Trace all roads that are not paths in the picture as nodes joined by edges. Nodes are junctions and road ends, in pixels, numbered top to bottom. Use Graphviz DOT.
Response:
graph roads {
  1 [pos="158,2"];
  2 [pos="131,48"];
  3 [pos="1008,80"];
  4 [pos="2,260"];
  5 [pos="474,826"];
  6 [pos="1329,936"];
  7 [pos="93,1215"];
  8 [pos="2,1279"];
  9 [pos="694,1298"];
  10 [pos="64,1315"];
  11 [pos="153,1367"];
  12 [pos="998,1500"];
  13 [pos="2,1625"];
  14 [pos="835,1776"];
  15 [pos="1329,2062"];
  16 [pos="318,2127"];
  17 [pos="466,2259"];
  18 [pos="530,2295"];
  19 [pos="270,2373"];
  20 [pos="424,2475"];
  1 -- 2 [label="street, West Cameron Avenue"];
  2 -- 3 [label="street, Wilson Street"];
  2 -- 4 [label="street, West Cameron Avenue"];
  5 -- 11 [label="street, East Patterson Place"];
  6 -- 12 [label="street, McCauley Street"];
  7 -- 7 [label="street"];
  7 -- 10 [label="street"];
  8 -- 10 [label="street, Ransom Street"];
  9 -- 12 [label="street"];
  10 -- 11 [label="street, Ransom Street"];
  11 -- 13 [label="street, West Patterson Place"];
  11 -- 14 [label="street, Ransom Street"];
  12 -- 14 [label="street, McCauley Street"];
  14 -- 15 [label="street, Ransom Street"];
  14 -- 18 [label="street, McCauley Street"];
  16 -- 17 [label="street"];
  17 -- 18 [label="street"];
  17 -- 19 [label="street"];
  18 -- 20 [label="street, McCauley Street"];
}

::::::

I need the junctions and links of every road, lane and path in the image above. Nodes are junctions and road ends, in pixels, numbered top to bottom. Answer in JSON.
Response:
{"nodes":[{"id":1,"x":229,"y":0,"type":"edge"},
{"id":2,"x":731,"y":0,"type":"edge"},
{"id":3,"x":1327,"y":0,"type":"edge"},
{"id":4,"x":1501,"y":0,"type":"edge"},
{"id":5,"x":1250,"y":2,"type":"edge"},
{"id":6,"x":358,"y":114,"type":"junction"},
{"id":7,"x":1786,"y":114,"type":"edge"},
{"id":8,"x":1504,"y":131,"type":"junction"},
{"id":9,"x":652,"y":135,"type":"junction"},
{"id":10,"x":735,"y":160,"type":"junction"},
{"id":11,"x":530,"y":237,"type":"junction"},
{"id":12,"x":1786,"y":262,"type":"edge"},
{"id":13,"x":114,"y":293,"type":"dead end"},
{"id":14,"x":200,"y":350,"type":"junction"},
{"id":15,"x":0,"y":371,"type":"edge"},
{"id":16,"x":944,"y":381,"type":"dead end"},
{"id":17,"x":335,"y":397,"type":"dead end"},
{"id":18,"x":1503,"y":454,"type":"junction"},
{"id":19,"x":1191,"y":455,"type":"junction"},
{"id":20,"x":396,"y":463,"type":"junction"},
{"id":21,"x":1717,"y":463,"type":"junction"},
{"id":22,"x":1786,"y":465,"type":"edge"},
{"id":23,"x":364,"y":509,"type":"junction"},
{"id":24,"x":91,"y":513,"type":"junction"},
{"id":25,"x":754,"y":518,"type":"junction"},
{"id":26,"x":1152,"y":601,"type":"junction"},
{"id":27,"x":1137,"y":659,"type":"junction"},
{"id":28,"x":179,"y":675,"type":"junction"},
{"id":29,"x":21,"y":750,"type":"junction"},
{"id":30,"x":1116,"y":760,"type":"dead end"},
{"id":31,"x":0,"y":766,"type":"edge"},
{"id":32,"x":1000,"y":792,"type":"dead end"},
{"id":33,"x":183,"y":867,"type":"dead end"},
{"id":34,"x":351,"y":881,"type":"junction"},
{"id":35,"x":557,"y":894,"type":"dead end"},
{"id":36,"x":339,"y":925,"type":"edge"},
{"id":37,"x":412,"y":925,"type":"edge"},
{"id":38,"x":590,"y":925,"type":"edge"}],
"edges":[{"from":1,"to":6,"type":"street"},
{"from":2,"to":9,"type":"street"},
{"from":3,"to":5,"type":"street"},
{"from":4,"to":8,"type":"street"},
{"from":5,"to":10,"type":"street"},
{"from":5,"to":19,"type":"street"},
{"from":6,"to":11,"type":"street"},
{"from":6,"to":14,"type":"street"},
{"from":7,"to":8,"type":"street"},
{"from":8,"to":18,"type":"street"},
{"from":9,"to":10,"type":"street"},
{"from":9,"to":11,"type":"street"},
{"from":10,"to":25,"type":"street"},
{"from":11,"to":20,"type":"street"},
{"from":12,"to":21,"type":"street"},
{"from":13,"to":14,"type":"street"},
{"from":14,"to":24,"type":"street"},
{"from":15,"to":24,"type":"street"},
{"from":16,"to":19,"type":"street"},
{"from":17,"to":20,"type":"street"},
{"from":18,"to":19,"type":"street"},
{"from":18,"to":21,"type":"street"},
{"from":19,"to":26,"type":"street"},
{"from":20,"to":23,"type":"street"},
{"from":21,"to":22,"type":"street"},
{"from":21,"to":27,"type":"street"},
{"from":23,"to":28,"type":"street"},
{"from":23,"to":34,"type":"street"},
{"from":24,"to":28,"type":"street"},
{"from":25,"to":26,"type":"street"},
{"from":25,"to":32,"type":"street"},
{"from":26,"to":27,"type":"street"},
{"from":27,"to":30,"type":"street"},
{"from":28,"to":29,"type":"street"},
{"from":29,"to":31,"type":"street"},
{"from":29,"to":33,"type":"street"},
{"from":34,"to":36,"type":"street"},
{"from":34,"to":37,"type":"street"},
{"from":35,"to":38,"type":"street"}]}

::::::

# PROBLEM STATEMENT
What lines in the records contain the word "Place"? Return each one.

# RESULT FOR THIS TASK
  5 -- 11 [label="street, East Patterson Place"];
  11 -- 13 [label="street, West Patterson Place"];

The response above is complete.